**Source information**.
┌──

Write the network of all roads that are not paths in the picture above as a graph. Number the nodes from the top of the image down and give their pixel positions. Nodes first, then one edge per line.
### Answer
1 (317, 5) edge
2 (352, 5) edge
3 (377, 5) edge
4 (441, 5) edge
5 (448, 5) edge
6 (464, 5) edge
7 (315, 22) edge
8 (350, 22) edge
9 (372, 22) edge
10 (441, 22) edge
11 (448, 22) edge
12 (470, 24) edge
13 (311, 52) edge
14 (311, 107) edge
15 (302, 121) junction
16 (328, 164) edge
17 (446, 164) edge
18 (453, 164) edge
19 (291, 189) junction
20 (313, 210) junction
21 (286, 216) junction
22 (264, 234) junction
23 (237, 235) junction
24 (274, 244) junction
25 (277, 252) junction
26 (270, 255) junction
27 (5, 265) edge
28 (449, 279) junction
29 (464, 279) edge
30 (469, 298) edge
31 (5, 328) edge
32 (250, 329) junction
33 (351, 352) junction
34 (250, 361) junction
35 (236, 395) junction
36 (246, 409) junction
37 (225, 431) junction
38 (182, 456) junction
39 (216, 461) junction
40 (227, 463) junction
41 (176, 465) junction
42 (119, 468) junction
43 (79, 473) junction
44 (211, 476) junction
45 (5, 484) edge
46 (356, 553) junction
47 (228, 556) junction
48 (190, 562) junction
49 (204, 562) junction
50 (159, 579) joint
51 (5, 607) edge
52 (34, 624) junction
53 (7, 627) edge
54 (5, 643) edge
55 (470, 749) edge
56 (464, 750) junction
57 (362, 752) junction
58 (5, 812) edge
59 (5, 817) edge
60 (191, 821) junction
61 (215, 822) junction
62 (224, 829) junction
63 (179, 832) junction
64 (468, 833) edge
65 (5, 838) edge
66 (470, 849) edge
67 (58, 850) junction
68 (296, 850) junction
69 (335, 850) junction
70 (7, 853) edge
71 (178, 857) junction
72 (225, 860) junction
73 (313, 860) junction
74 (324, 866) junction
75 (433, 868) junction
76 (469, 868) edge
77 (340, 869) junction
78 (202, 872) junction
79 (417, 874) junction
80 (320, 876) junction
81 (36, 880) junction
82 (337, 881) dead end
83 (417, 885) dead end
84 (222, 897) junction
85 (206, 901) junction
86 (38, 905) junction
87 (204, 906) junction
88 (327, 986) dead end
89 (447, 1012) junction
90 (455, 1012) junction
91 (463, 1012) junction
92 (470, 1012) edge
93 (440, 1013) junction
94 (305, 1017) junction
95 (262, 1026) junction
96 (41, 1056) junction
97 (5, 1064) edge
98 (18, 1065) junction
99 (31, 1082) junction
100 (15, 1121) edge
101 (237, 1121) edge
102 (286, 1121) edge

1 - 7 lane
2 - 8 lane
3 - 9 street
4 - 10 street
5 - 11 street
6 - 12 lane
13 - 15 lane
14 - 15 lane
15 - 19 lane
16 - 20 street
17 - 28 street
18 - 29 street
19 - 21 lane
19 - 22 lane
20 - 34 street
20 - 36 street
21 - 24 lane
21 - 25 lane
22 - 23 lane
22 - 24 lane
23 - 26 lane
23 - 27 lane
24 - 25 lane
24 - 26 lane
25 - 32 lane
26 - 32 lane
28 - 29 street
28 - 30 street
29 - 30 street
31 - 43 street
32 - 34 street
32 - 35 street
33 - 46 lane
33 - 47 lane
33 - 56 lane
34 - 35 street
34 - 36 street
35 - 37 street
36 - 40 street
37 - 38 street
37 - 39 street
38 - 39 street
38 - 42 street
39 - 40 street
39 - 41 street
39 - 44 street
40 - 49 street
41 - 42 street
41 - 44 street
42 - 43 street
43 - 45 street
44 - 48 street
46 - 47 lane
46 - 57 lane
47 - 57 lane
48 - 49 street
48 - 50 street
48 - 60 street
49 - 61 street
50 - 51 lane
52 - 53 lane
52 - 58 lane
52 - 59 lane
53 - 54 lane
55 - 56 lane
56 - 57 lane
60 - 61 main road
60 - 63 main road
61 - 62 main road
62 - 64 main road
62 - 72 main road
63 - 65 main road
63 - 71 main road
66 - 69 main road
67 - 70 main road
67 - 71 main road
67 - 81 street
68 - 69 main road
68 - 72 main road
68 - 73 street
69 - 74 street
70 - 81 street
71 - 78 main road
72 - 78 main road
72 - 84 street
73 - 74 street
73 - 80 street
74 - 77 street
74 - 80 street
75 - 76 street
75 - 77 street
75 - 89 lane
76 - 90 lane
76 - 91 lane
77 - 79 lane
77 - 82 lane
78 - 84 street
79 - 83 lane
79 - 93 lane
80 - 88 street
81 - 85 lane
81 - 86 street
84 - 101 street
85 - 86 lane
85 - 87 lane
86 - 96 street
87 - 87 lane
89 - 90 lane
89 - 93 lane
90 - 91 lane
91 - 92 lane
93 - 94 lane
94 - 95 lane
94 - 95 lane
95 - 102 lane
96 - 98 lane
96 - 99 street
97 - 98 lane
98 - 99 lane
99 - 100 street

└──

**Exercise**. The exercise is to copy out every line above that has the word "dead" in it.

**Answer area**.
82 (337, 881) dead end
83 (417, 885) dead end
88 (327, 986) dead end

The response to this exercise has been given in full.